Expositiones Mathematicae ( IF 0.7 ) Pub Date : 2023-01-07 , DOI: 10.1016/j.exmath.2022.12.004 Evangelos A. Nikitopoulos
Fix a unital -algebra , and write for the set of self-adjoint elements of . Also, if is a continuous function, then write for the operator function defined via functional calculus. In this paper, we introduce and study a space of functions such that, no matter the choice of , the operator function is -times continuously Fréchet differentiable. In other words, if , then “lifts” to a map , for any (possibly noncommutative) unital -algebra . For this reason, we call the space of noncommutative functions. Our proof that , which requires only knowledge of the Fréchet derivatives of polynomials and operator norm estimates for “multiple operator integrals” (MOIs), is more elementary than the standard approach; nevertheless, contains all functions for which comparable results are known.
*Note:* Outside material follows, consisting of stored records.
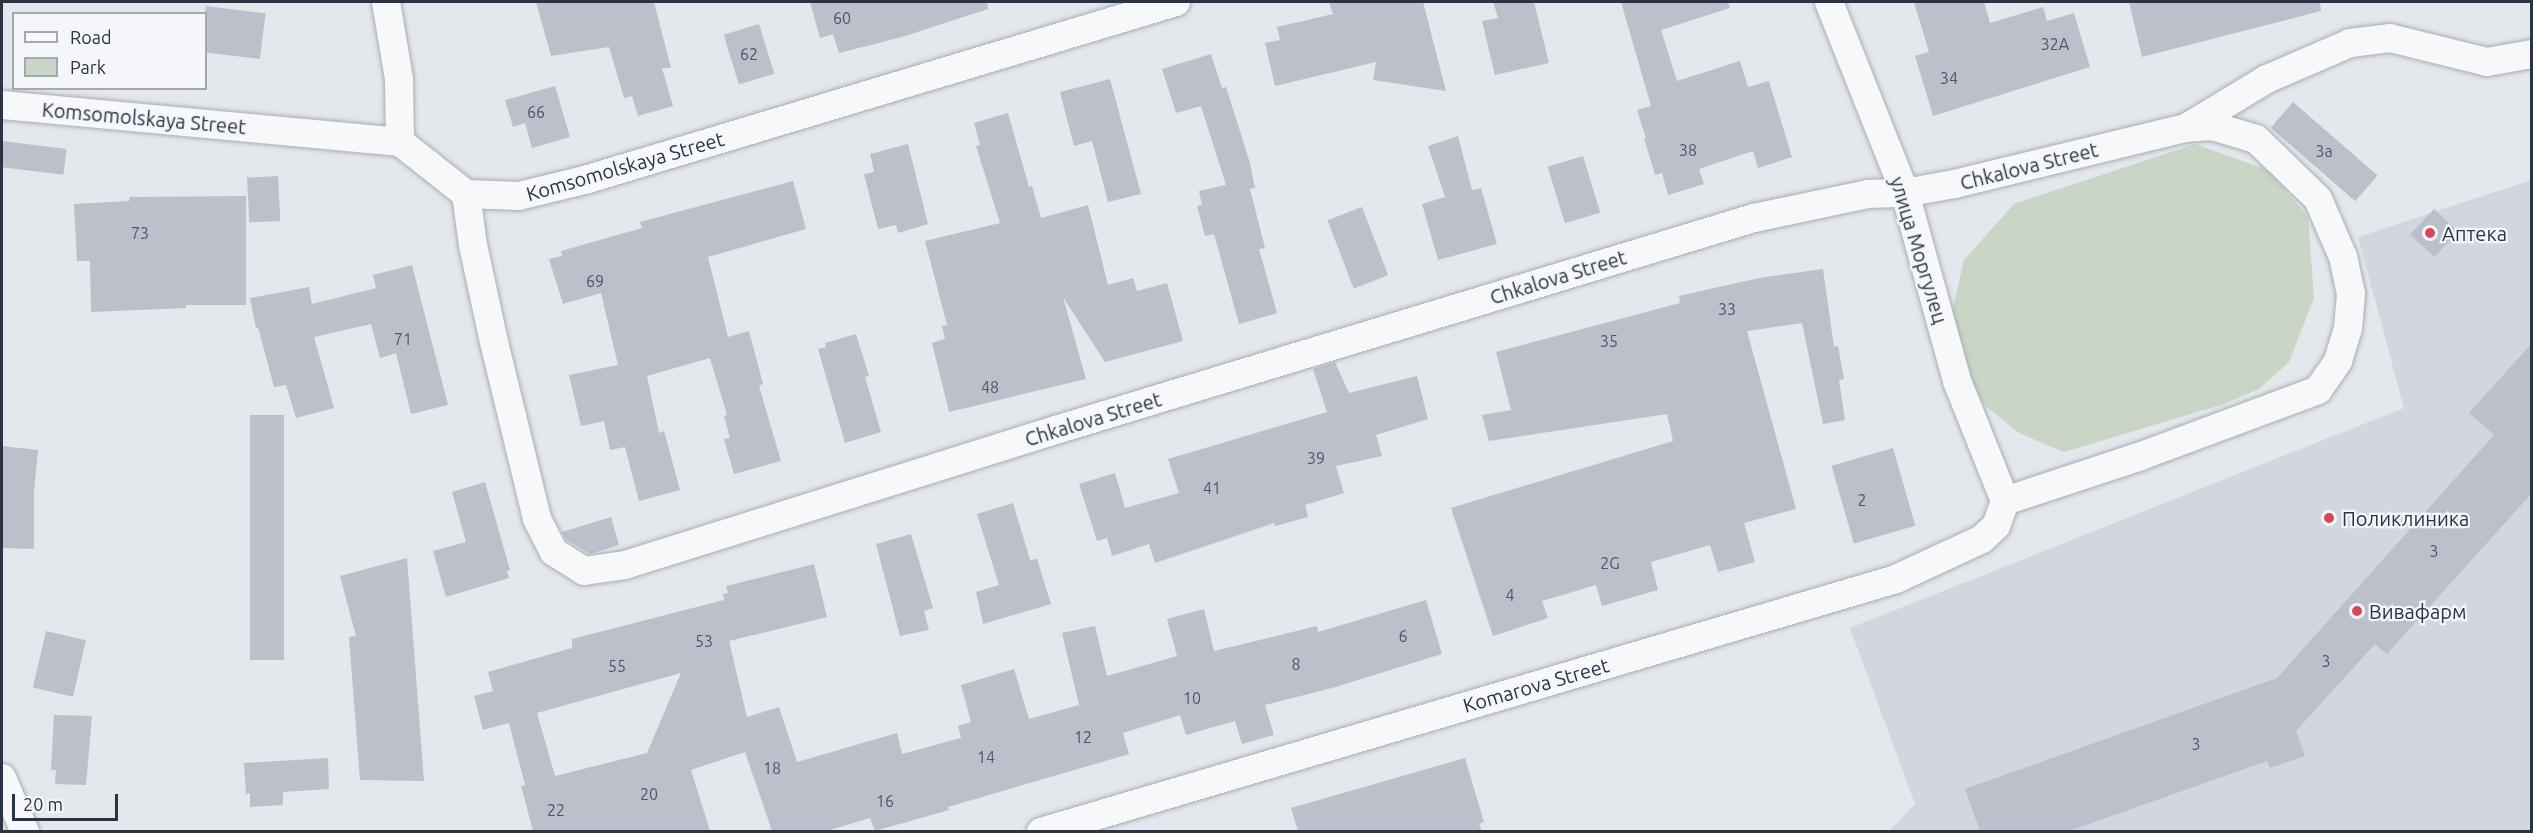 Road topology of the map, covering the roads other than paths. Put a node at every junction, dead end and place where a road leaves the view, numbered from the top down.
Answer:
1 (386, 2) edge
2 (1176, 2) edge
3 (1829, 2) edge
4 (2532, 54) edge
5 (2, 105) edge
6 (2186, 128) junction
7 (400, 142) junction
8 (1905, 193) junction
9 (466, 194) junction
10 (2006, 501) junction
11 (2, 778) edge
12 (25, 831) edge
13 (1041, 831) edge

1 - 7 street
2 - 9 street, Komsomolskaya Street
3 - 8 street, улица Моргулец
4 - 6 street, Chkalova Street
5 - 7 street, Komsomolskaya Street
6 - 8 street, Chkalova Street
6 - 10 street
7 - 9 street
8 - 9 street, Chkalova Street
8 - 10 street, улица Моргулец
10 - 13 street, Komarova Street
11 - 12 street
Specifically, we prove that contains the homogeneous Besov space and the Hölder space . We highlight, however, that the results in this paper are the first of their type to be proven for arbitrary unital -algebras, and that the extension to such a general setting makes use of the author’s recent resolution of certain “separability issues” with the definition of MOIs. Finally, we prove by exhibiting specific examples that , where is the “localized” th Wiener space.
中文翻译:
非交换 Ck 函数和算子函数的 Fréchet 导数
修理单位-代数, 和写对于自伴随元素的集合. 另外,如果是连续函数,则写对于运算符函数 通过泛函定义。在本文中,我们介绍并研究了一个空间的功能这样,无论选择, 运算符函数是- 次连续 Fréchet 可微。换句话说,如果, 然后“提升”到地图,对于任何(可能是非交换的)单元-代数. 为此,我们称非交换空间 功能。我们的证明,它只需要了解多项式的 Fréchet 导数和“多算子积分”(MOI)的算子范数估计,比标准方法更基本;尽管如此,包含已知可比较结果的所有函数。具体来说,我们证明包含齐次 Besov 空间和霍尔德空间. 然而,我们强调,本文中的结果是第一个被证明适用于任意单元的类型-algebras,并且这种一般设置的扩展利用了作者最近通过 MOI 的定义解决的某些“可分离性问题”。最后,我们通过展示具体例子来证明, 在哪里是“本地化”维纳空间。